Friday, March 28, 2014

Wapta Traverse Photos at Pacific Alpine Guides Blog

From March 15th to March 20th, Freya Fennwood and I accompanied Tyler Reid of Pacific Alpine Guides on a ski tour of the Wapta Traverse in the Canadian Rockies. Commonly known as the "Haute Route of North America," the Wapta is a legendary hut-to-hut traverse that follows the Continental Divide for approximately 45km. We had challenging weather and dangerous avalanche conditions for most of the trip, but we managed to pull it off nonetheless thanks to some excellent guidance on Tyler's part. Along the way, we reached the summit of Mount Gordon, had some beautiful powder turns on the Diableret Glacier, and crossed the Balfour High Col in a whiteout. A brief writeup and some excellent photographs are available on the Pacific Alpine Guides blog: http://www.pacificalpineguides.com/winter-wapta-traverse

Tuesday, March 11, 2014

Sign the Petition for 7-day Acess to Hurricane Ridge

Hurricane Ridge is where I learned to ski powder with local enthusiasts who have devoted many years of their lives to this wonderful place. In recent years, road access to Hurricane Ridge has been reduced to weekends only, limiting the number of people that are able to visit this diverse alpine zone. Hurricane Ridge is literally the only place to ski on the Olympic Peninsula and it is extremely important to the local citizens, as well as anyone visiting the region. I helped to draft a petition in support of seven-day access to the Ridge. Follow this link to learn more about Hurricane Ridge and to sign the petition: http://www.change.org/petitions/sarah-creachbaum-keep-the-hurricane-ridge-road-in-olympic-national-park-open-7-days-a-week-throughout-the-winter 

Thank you! 

Monday, March 10, 2014

New Blog Posts on the MSR Summit Register

I recently wrote a few articles for the MSR Summit Register and published some great photographs there.
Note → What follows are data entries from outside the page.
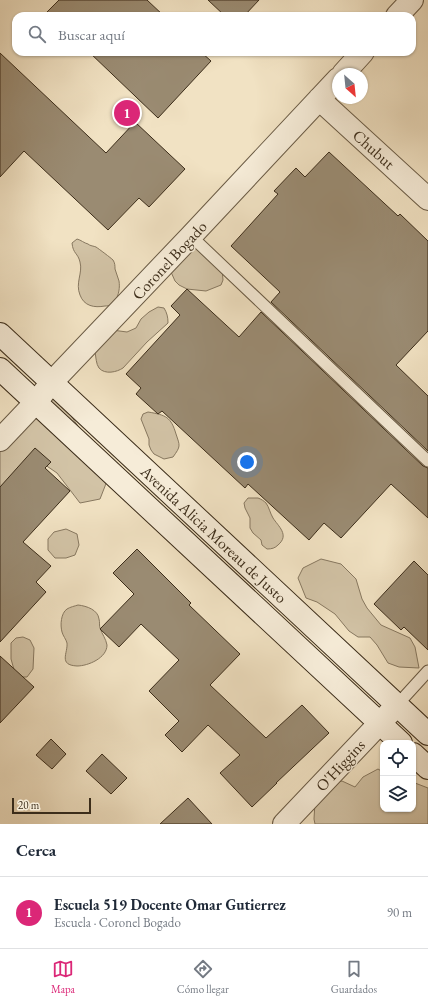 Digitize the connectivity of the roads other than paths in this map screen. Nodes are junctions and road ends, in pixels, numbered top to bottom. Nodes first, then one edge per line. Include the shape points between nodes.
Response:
1 (412, 0) edge
2 (401, 12) edge
3 (359, 56) edge
4 (348, 68) edge
5 (332, 85) edge
6 (319, 99) junction
7 (428, 199) edge
8 (191, 236) junction
9 (0, 334) edge
10 (0, 369) edge
11 (52, 382) junction
12 (36, 402) junction
13 (0, 440) edge
14 (428, 461) edge
15 (428, 671) edge
16 (397, 705) junction
17 (379, 723) junction
18 (428, 734) edge
19 (398, 740) edge
20 (416, 757) edge
21 (428, 768) edge
22 (284, 824) edge

1 - 2 main road
3 - 4 main road
5 - 6 main road, Coronel Bogado
6 - 7 main road, Chubut
6 - 8 main road, Coronel Bogado
8 - 11 main road, Coronel Bogado
8 - 14 lane
9 - 11 main road, Avenida Alicia Moreau de Justo
10 - 12 main road, Avenida Alicia Moreau de Justo
11 - 12 main road, Coronel Bogado
11 - 16 main road, Avenida Alicia Moreau de Justo
12 - 13 main road, Coronel Bogado
12 - 17 main road, Avenida Alicia Moreau de Justo
15 - 16 lane, O'Higgins
16 - 17 main road, O'Higgins
16 - 18 main road, Avenida Alicia Moreau de Justo
17 - 19 main road, Avenida Alicia Moreau de Justo
17 - 22 main road, O'Higgins
20 - 21 main road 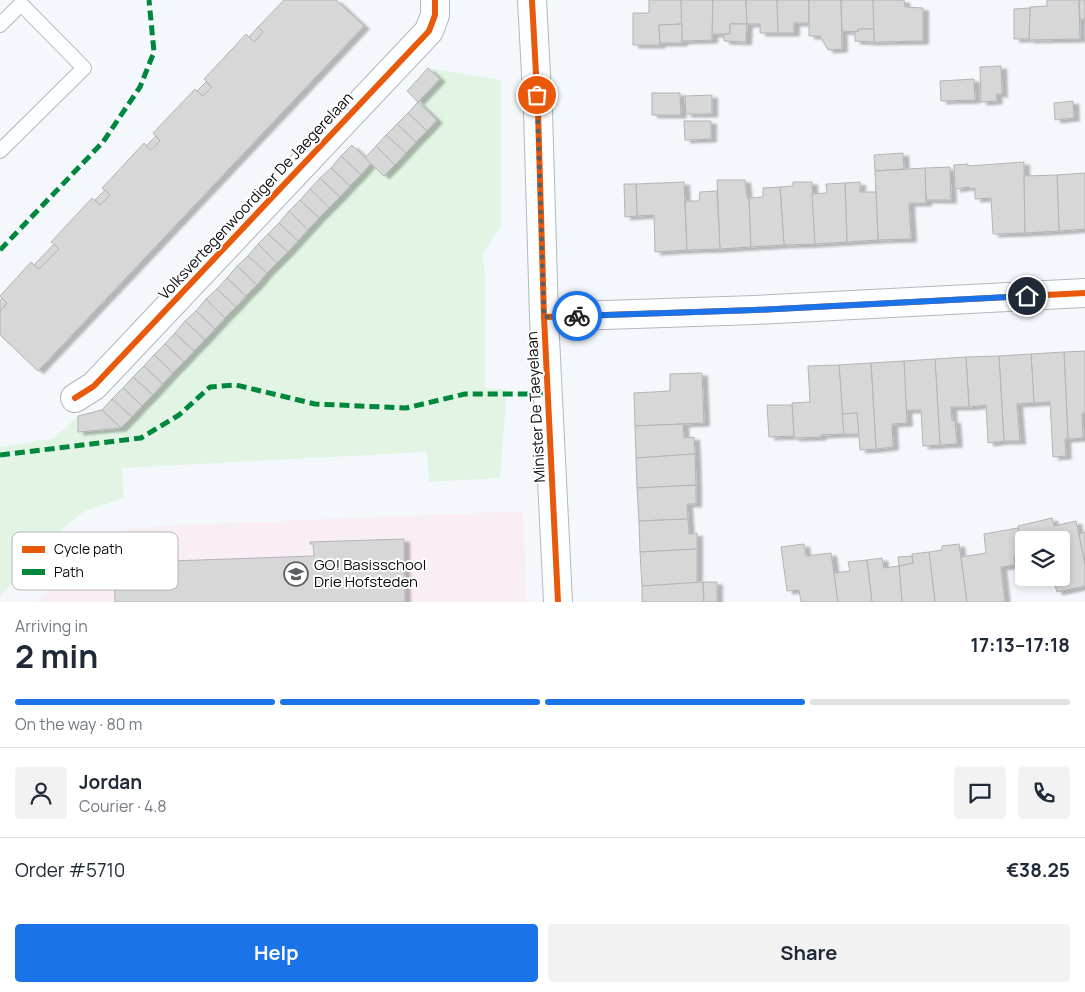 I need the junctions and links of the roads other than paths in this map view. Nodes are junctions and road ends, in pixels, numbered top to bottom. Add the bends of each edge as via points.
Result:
1 (435, 0) edge
2 (532, 0) edge
3 (0, 25) edge
4 (0, 151) edge
5 (1085, 293) edge
6 (544, 317) junction
7 (75, 398) dead end
8 (558, 602) edge

1 - 7 street, Volksvertegenwoordiger De Jaegerelaan via 430,32 94,386
2 - 6 street, Minister De Taeyelaan
3 - 4 lane via 21,4 84,68
5 - 6 street
6 - 8 street, Minister De Taeyelaan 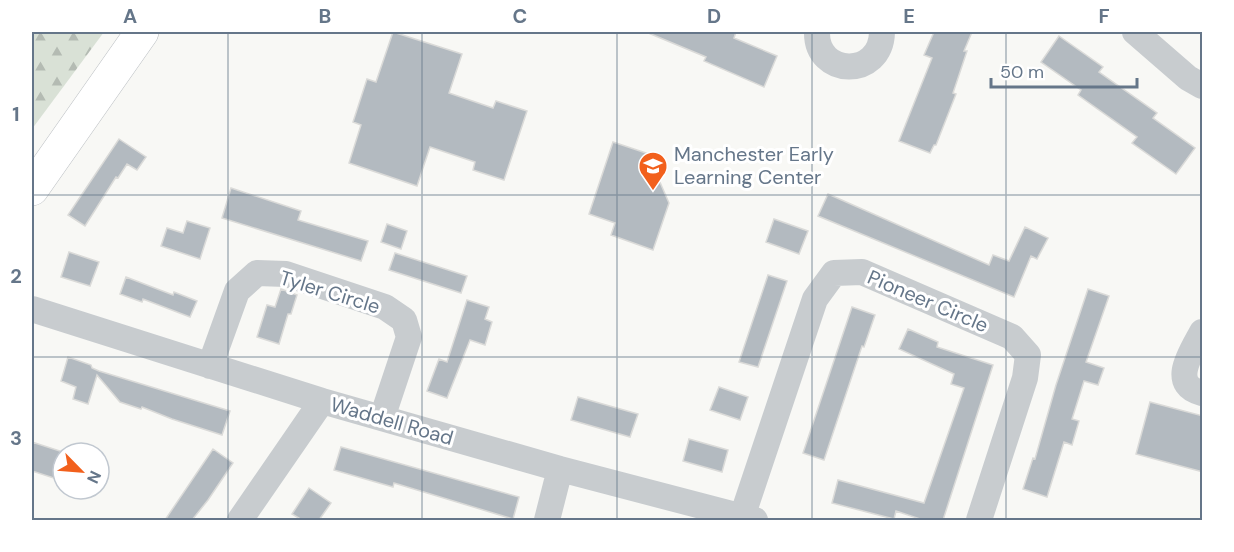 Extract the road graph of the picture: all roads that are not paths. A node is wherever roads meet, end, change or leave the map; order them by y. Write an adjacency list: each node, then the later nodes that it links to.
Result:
1 (142, 32): 6 (main road)
2 (817, 32): 3 (street)
3 (882, 32)
4 (1135, 32): 5 (street)
5 (1203, 86)
6 (32, 189)
7 (32, 309): 9 (street, Waddell Road)
8 (1203, 333): 10 (street)
9 (210, 366): 11 (street, Waddell Road); 12 (street, Tyler Circle)
10 (1203, 393)
11 (322, 401): 12 (street, Waddell Road); 15 (street)
12 (382, 418): 13 (street, Waddell Road)
13 (560, 469): 14 (street, Waddell Road); 16 (street)
14 (748, 519): 17 (street, Pioneer Circle)
15 (240, 520)
16 (547, 520)
17 (979, 520) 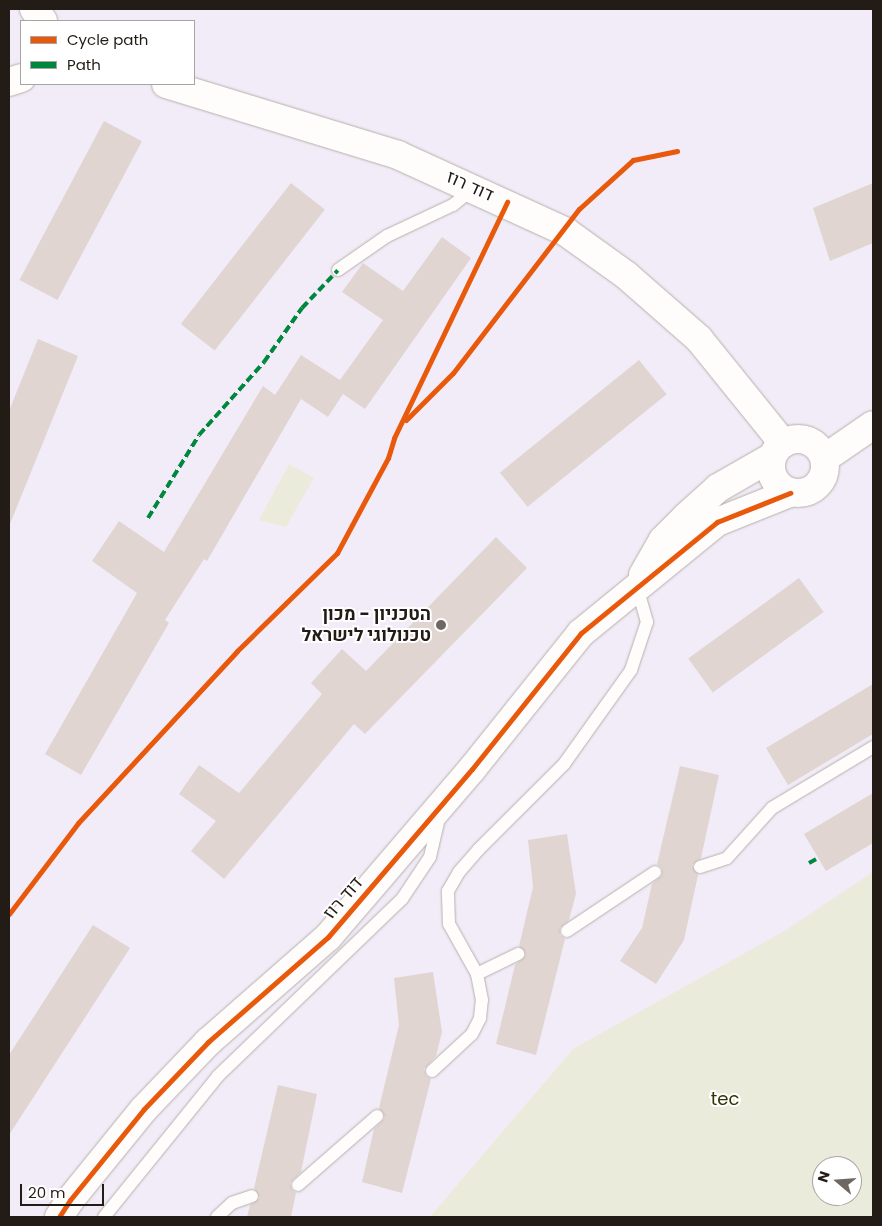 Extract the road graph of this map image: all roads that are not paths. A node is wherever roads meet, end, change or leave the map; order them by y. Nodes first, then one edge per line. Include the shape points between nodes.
1 (34, 9) edge
2 (43, 20) edge
3 (169, 85) edge
4 (474, 188) junction
5 (338, 270) dead end
6 (873, 425) edge
7 (778, 450) junction
8 (825, 458) junction
9 (790, 493) junction
10 (637, 588) junction
11 (873, 747) edge
12 (442, 805) junction
13 (700, 867) dead end
14 (655, 872) dead end
15 (567, 931) dead end
16 (518, 954) dead end
17 (477, 974) junction
18 (432, 1071) dead end
19 (377, 1116) dead end
20 (298, 1185) dead end
21 (252, 1196) dead end
22 (60, 1217) edge
23 (104, 1217) edge
24 (217, 1217) edge

1 - 2 street
3 - 4 street, דוד רוז via 398,155
4 - 5 lane via 453,205 387,236
4 - 7 street, דוד רוז via 566,232 626,275 699,339
6 - 8 street
7 - 8 street via 791,440 808,440
7 - 9 street via 772,475
7 - 10 street via 718,488 687,516 659,546
8 - 9 street via 824,475 815,488 799,494
9 - 10 street, דוד רוז via 718,522
10 - 12 street, דוד רוז via 581,634
10 - 17 lane via 647,622 631,670 564,764 479,849 448,891 449,924
11 - 13 lane via 772,808 727,858
12 - 22 street, דוד רוז via 328,937 208,1042 144,1109 70,1200
12 - 23 lane via 430,857 402,899 218,1076
14 - 15 lane
16 - 17 lane
17 - 18 lane via 482,1000 480,1018 472,1034
19 - 20 lane
21 - 24 lane via 232,1203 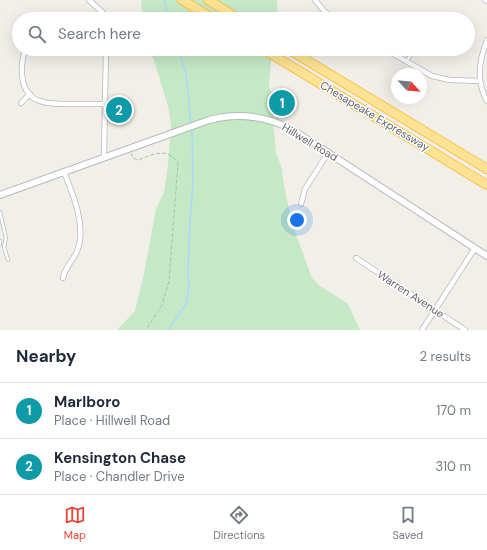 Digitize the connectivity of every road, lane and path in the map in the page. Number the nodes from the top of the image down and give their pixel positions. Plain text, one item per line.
1 (89, 0) edge
2 (182, 0) edge
3 (208, 0) edge
4 (315, 0) edge
5 (102, 12) edge
6 (202, 12) edge
7 (228, 12) edge
8 (325, 12) edge
9 (487, 40) edge
10 (24, 56) edge
11 (106, 56) edge
12 (275, 56) edge
13 (300, 56) edge
14 (396, 56) edge
15 (410, 56) edge
16 (407, 62) junction
17 (480, 81) junction
18 (30, 94) junction
19 (487, 101) edge
20 (21, 103) dead end
21 (104, 104) junction
22 (128, 149) junction
23 (328, 153) junction
24 (104, 157) junction
25 (487, 169) edge
26 (64, 172) junction
27 (487, 185) edge
28 (0, 196) edge
29 (302, 204) dead end
30 (0, 212) edge
31 (0, 241) edge
32 (0, 244) edge
33 (475, 248) junction
34 (487, 256) edge
35 (356, 258) dead end
36 (8, 260) dead end
37 (63, 278) dead end
38 (435, 310) junction
39 (146, 330) edge
40 (422, 330) edge
41 (465, 330) edge

1 - 5 street
2 - 6 highway
3 - 7 highway
4 - 8 street
9 - 17 street
10 - 18 street
11 - 21 street
12 - 27 highway, Chesapeake Expressway
13 - 25 highway, Chesapeake Expressway
14 - 16 street
15 - 16 lane
16 - 17 street
17 - 19 street
18 - 20 street
18 - 21 street
21 - 24 street
22 - 23 street, Hillwell Road
22 - 24 street, Hillwell Road
22 - 39 path
23 - 29 street
23 - 33 street, Hillwell Road
24 - 26 street, Hillwell Road
26 - 28 street, Hillwell Road
26 - 37 street
30 - 36 lane
31 - 32 lane
33 - 34 street, Hillwell Road
33 - 38 street
35 - 38 street, Warren Avenue
38 - 40 street
38 - 41 street, Warren Avenue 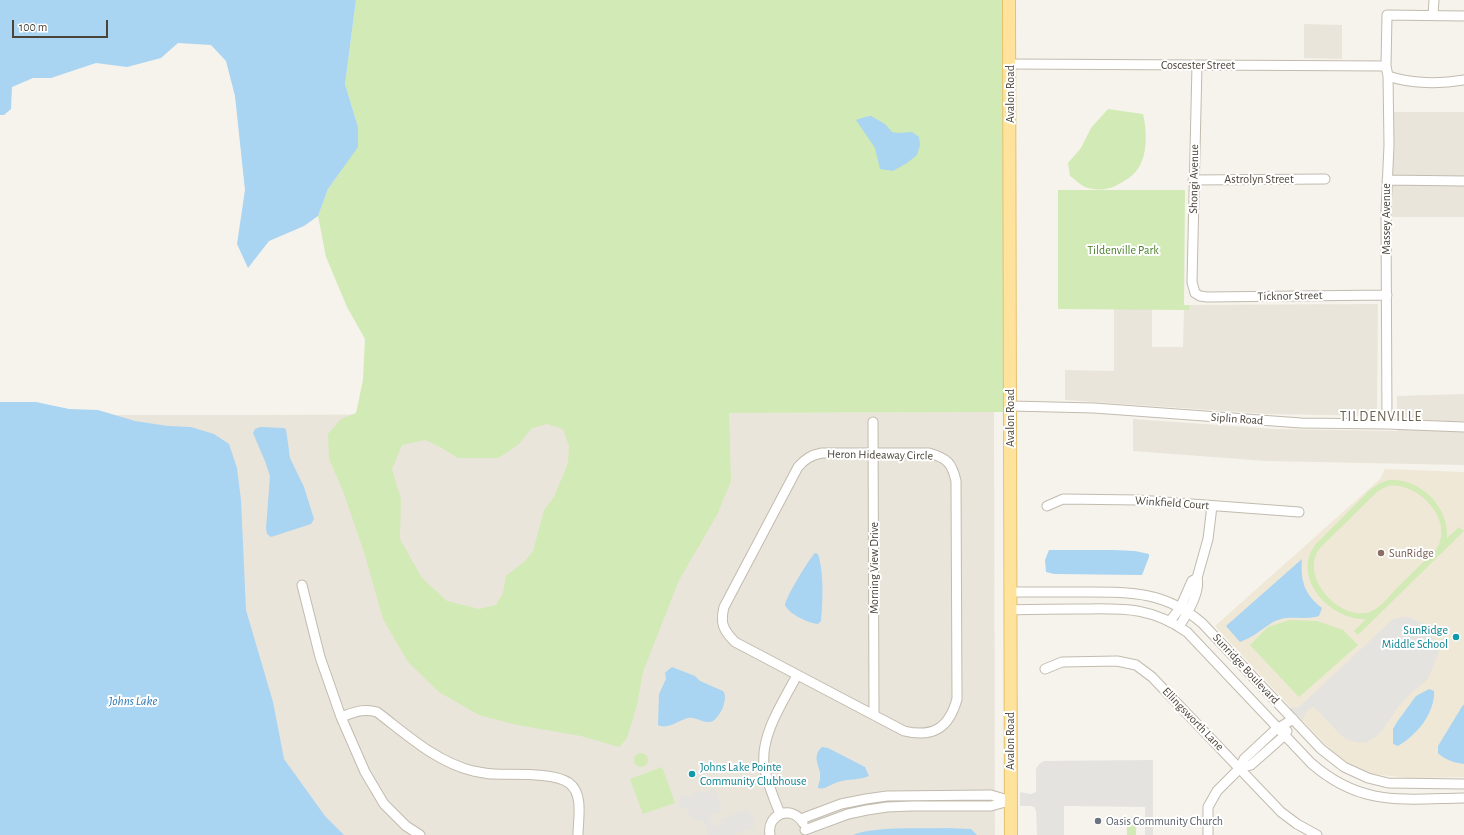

In the first piece I was asked if climbing is a right or a privilege. This is how I responded: http://thesummitregister.com/leif-whittaker-privilege-climbing-mountains/

The second piece is about dog etiquette while backcountry skiing. It includes some entertaining shots of a friend and his puppy: http://thesummitregister.com/backcountry-dog-etiquette/

I hope to be posting more blogs on the Summit Register in the future. Enjoy!

Monday, October 7, 2013

Waste Management on Mount Baker

I recently helped to produce a short video segment for the USFS about proper waste management on Mount Baker. There are a few cool shots from the National Forest and some good information for visitors. Thanks to Ian Couch and Brandon Helmstetter for their work on this.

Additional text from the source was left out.